Fig. 1.  Scatter graph showing the results of applanation tonometry in both eyes over time in an adult patient with bilateral idiopathic intermediate uveitis. TID, BID, QOD and None refer to the dose of difluprednate for both eyes during the corresponding time period. * indicates the discontinuation of difluprednate and the initiation of treatment with dorzolamide HCl-timolol maleate for both eyes.

Sorkin et al, who investigated the efficacy of 0.05% difluprednate in the treatment of graft rejection in patients with penetrating keratoplasty, highlighted that 21.2% of the eyes treated with difluprednate had IOP elevation with the range of timing of IOP elevation being 14-183 days.1 Moreover, they pointed out that a substantial portion of the IOP elevation was delayed.

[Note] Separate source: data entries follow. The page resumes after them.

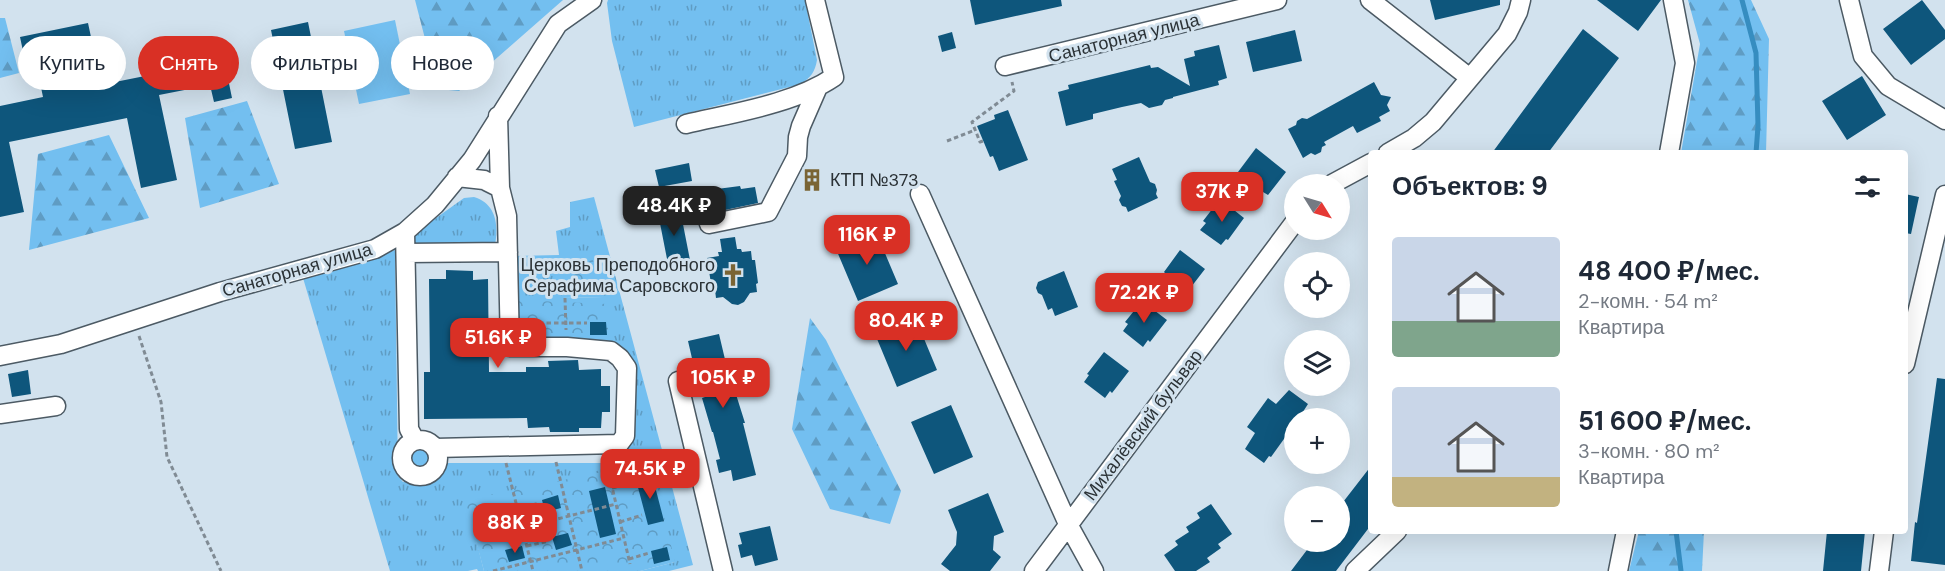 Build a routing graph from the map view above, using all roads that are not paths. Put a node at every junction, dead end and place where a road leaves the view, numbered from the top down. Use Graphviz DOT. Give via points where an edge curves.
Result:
graph roads {
  1 [pos="592,0"];
  2 [pos="815,0"];
  3 [pos="1277,0"];
  4 [pos="1370,0"];
  5 [pos="1521,0"];
  6 [pos="1672,0"];
  7 [pos="1849,0"];
  8 [pos="1009,74"];
  9 [pos="1470,78"];
  10 [pos="818,87"];
  11 [pos="498,116"];
  12 [pos="1945,120"];
  13 [pos="686,124"];
  14 [pos="1395,150"];
  15 [pos="1670,150"];
  16 [pos="1368,165"];
  17 [pos="1350,174"];
  18 [pos="457,177"];
  19 [pos="500,188"];
  20 [pos="920,194"];
  21 [pos="1945,195"];
  22 [pos="709,224"];
  23 [pos="405,232"];
  24 [pos="1284,236"];
  25 [pos="508,252"];
  26 [pos="406,253"];
  27 [pos="1908,351"];
  28 [pos="0,356"];
  29 [pos="678,381"];
  30 [pos="56,406"];
  31 [pos="0,414"];
  32 [pos="415,440"];
  33 [pos="435,448"];
  34 [pos="1068,524"];
  35 [pos="1393,534"];
  36 [pos="1625,534"];
  37 [pos="1884,534"];
  38 [pos="723,571"];
  39 [pos="1034,571"];
  40 [pos="1094,571"];
  41 [pos="1355,571"];
  42 [pos="1618,571"];
  43 [pos="1879,571"];
  1 -- 11 [label="street, Санаторная улица" via="558,24"];
  2 -- 10 [label="street" via="834,76"];
  3 -- 8 [label="street, Санаторная улица"];
  4 -- 9 [label="street"];
  5 -- 9 [label="street" via="1507,34"];
  6 -- 15 [label="street" via="1685,63"];
  7 -- 12 [label="street" via="1863,56 1888,86"];
  9 -- 14 [label="street" via="1433,122"];
  10 -- 13 [label="street"];
  10 -- 22 [label="street" via="801,126 797,156 768,212"];
  11 -- 18 [label="street, Санаторная улица"];
  11 -- 19 [label="street"];
  16 -- 17 [label="street"];
  18 -- 19 [label="street" via="484,180"];
  18 -- 23 [label="street, Санаторная улица" via="435,205"];
  19 -- 25 [label="street" via="507,216"];
  20 -- 34 [label="street"];
  21 -- 27 [label="street"];
  23 -- 26 [label="street"];
  23 -- 28 [label="street, Санаторная улица" via="375,249 220,292 61,344"];
  24 -- 34 [label="street, Михалёвский бульвар"];
  25 -- 26 [label="street"];
  25 -- 33 [label="street" via="510,347 611,351 620,358 627,368 624,436 619,444"];
  26 -- 32 [label="street" via="410,429"];
  29 -- 38 [label="street"];
  30 -- 31 [label="street"];
  32 -- 33 [label="street" via="426,441"];
  32 -- 33 [label="street" via="402,457 405,468 415,475 432,470 438,459"];
  34 -- 39 [label="street, Михалёвский бульвар"];
  34 -- 40 [label="street"];
  35 -- 41 [label="street"];
  36 -- 42 [label="street"];
  37 -- 43 [label="street"];
} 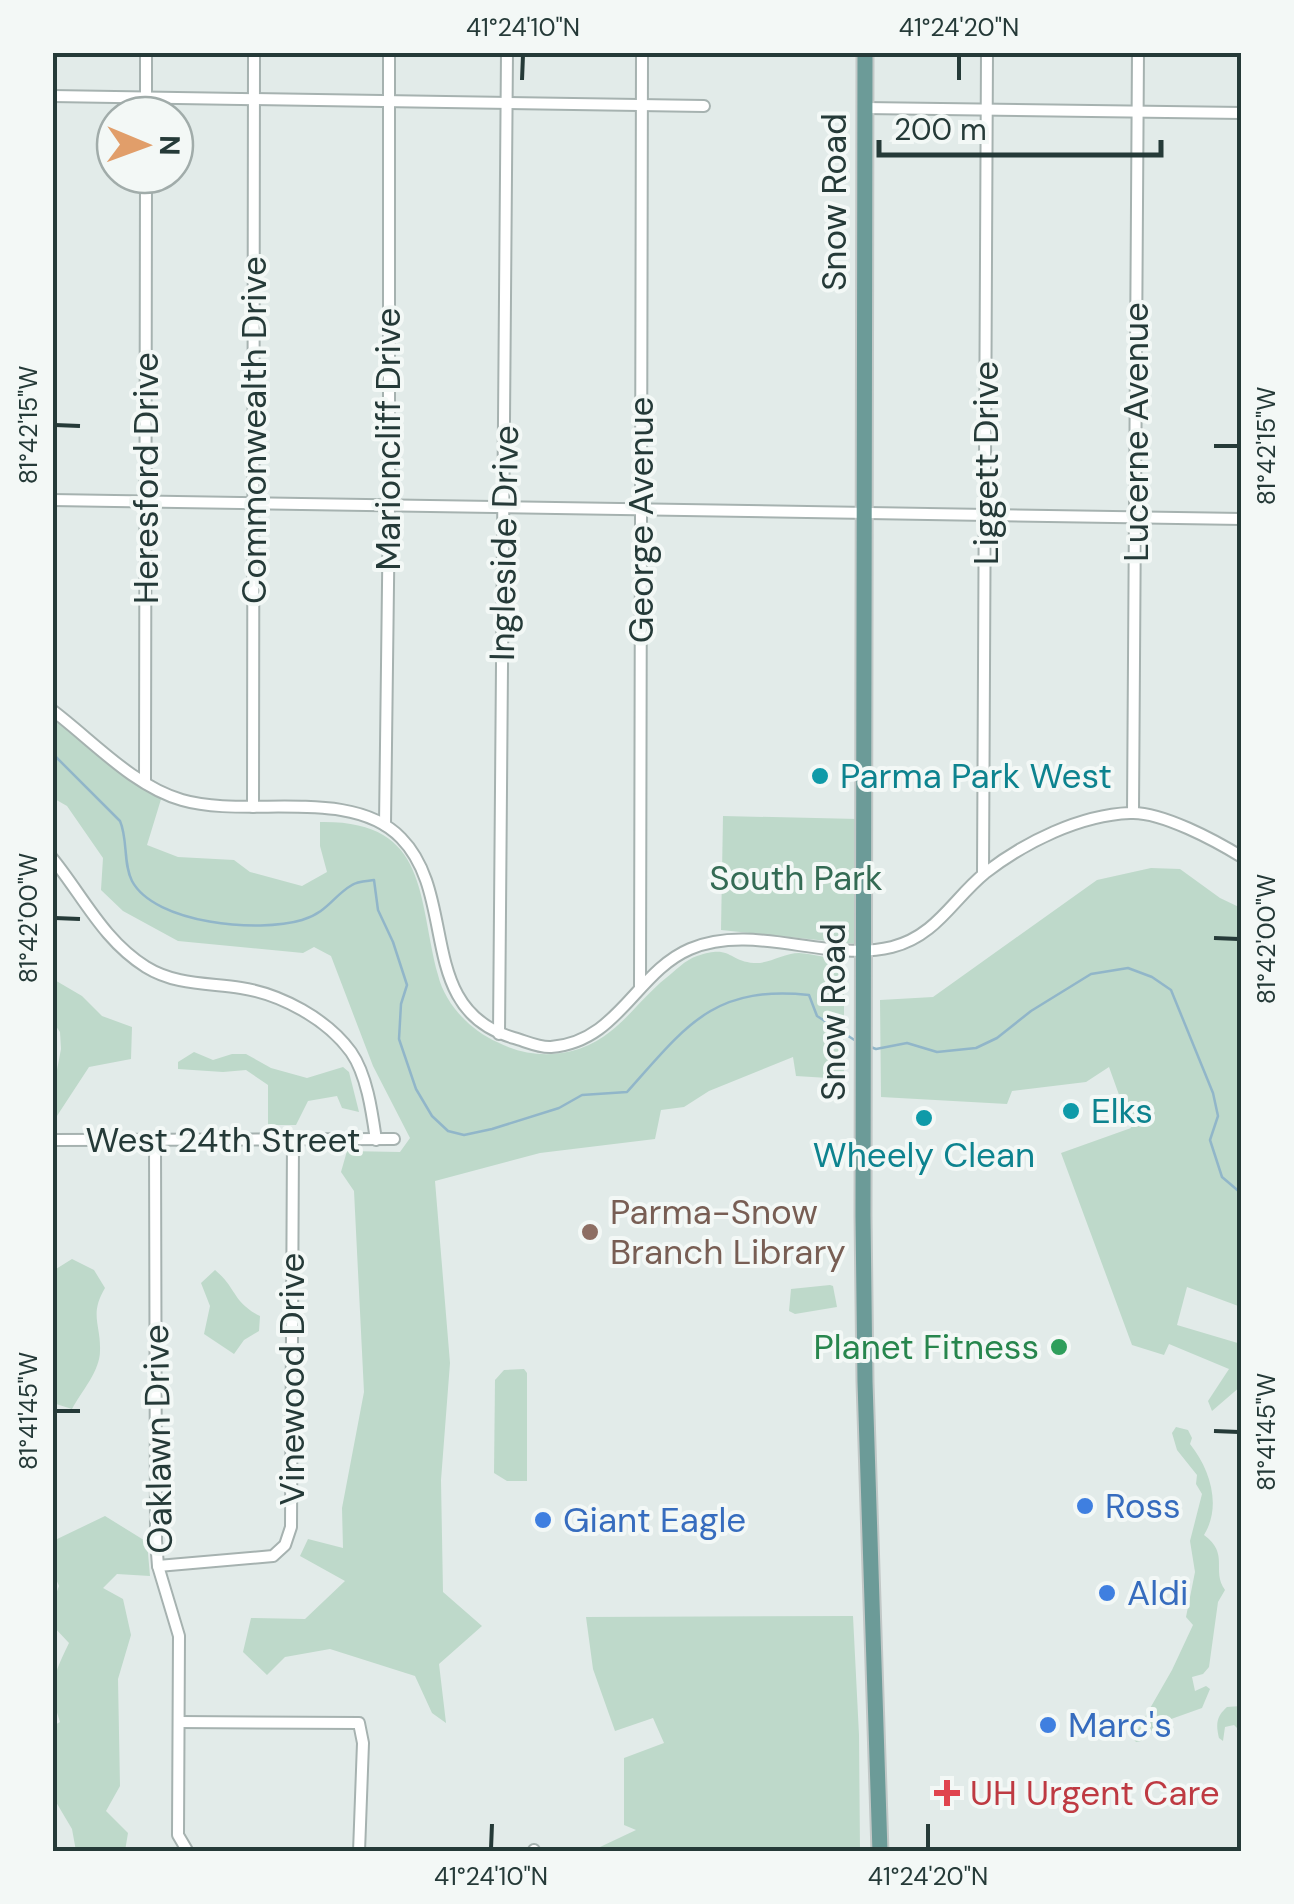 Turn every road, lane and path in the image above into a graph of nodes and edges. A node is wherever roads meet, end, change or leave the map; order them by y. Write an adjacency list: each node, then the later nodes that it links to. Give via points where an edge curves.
1 (146, 52): 9 (street)
2 (254, 52): 13 (street, Commonwealth Drive)
3 (390, 52): 14 (street, Marioncliff Drive)
4 (507, 52): 15 (street, Ingleside Drive)
5 (642, 52): 16 (street, George Avenue)
6 (864, 52): 18 (main road, Snow Road)
7 (987, 52): 19 (street, Liggett Drive)
8 (1138, 52): 20 (street, Lucerne Avenue)
9 (146, 95)
10 (52, 96): 11 (street)
11 (95, 96)
12 (195, 97): 13 (street)
13 (254, 98): 14 (street); 25 (street, Commonwealth Drive)
14 (389, 100): 15 (street); 26 (street, Marioncliff Drive)
15 (507, 102): 16 (street); 27 (street, Ingleside Drive)
16 (641, 104): 17 (street); 28 (street, George Avenue)
17 (704, 106)
18 (864, 108): 19 (street); 29 (main road, Snow Road)
19 (986, 110): 20 (street); 30 (street, Liggett Drive)
20 (1138, 112): 21 (street); 31 (street, Lucerne Avenue)
21 (1242, 114)
22 (146, 195): 24 (street, Heresford Drive)
23 (52, 500): 24 (street)
24 (146, 502): 25 (street); 34 (street, Heresford Drive)
25 (253, 504): 26 (street); 35 (street, Commonwealth Drive)
26 (390, 505): 27 (street); 37 (street, Marioncliff Drive)
27 (505, 506): 28 (street); 43 (street, Ingleside Drive)
28 (646, 509): 29 (street); 42 (street, George Avenue)
29 (863, 513): 30 (street); 41 (main road, Snow Road)
30 (986, 515): 31 (street); 40 (street, Liggett Drive)
31 (1136, 518): 32 (street); 36 (street, Lucerne Avenue)
32 (1242, 519)
33 (52, 710): 34 (street)
34 (145, 781): 35 (street, via 179,800)
35 (253, 806): 37 (street, via 335,810)
36 (1133, 812): 39 (street, via 1207,836); 40 (street, via 1068,826)
37 (385, 825): 43 (street, via 417,862 448,979 468,1010)
38 (52, 858): 46 (street, via 103,931 149,969 187,983 276,997 315,1018 351,1052)
39 (1242, 858)
40 (983, 874): 41 (street, via 924,934)
41 (864, 952): 42 (street, via 721,942 688,950); 53 (main road, Snow Road, via 864,1382)
42 (640, 987): 43 (street, via 613,1021 584,1038 549,1048)
43 (499, 1034)
44 (52, 1140): 48 (street, West 24th Street)
45 (293, 1140): 46 (street, West 24th Street); 48 (street, West 24th Street); 49 (street, Vinewood Drive, via 291,1527 272,1556)
46 (376, 1140): 47 (street, West 24th Street)
47 (394, 1140)
48 (155, 1141): 49 (street, Oaklawn Drive)
49 (158, 1566): 50 (street, Oaklawn Drive, via 179,1636)
50 (179, 1722): 51 (street, Oaklawn Drive, via 178,1835); 52 (street, via 359,1723)
51 (188, 1852)
52 (358, 1852)
53 (880, 1852)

Difluprednate is highly potent steroid, with its anti-inflammatory activities being 66 times that of cortisol as demonstrated using the granuloma pouch test in rats.2 Although the high potency of difluprednate makes it attractive for the treatment of ocular inflammation including corneal graft rejection, its use is fraught with a high risk of ocular hypertension. Currently, there are no guidelines as to how often and how long the IOP should be monitored. But, as evidenced in this letter and also in the study by Sorkin et al,1 the elevation of IOP can be delayed. As such, it is highly prudent to monitor the IOP regularly while a patient is on difluprednate regardless of the duration of use.

References

1.         Sorkin N, Yang Y, Mednick Z, et al. Outcomes of difluprednate treatment for corneal graft rejection. Can J Ophthalmol 2020;55:82-86.

2.         Dulin WE, Schmidt FL, Lyster SC. Biological activity of some 6 alpha-fluoro and 16 alpha-methyl C-21 steroids. Proc Soc Exp Biol Med 1960;104:345-8.

Amde Selassie Shifera, MD, PhD

Wilmer Eye Institute, Johns Hopkins University School of Medicine, Baltimore, Maryland, USA (former address)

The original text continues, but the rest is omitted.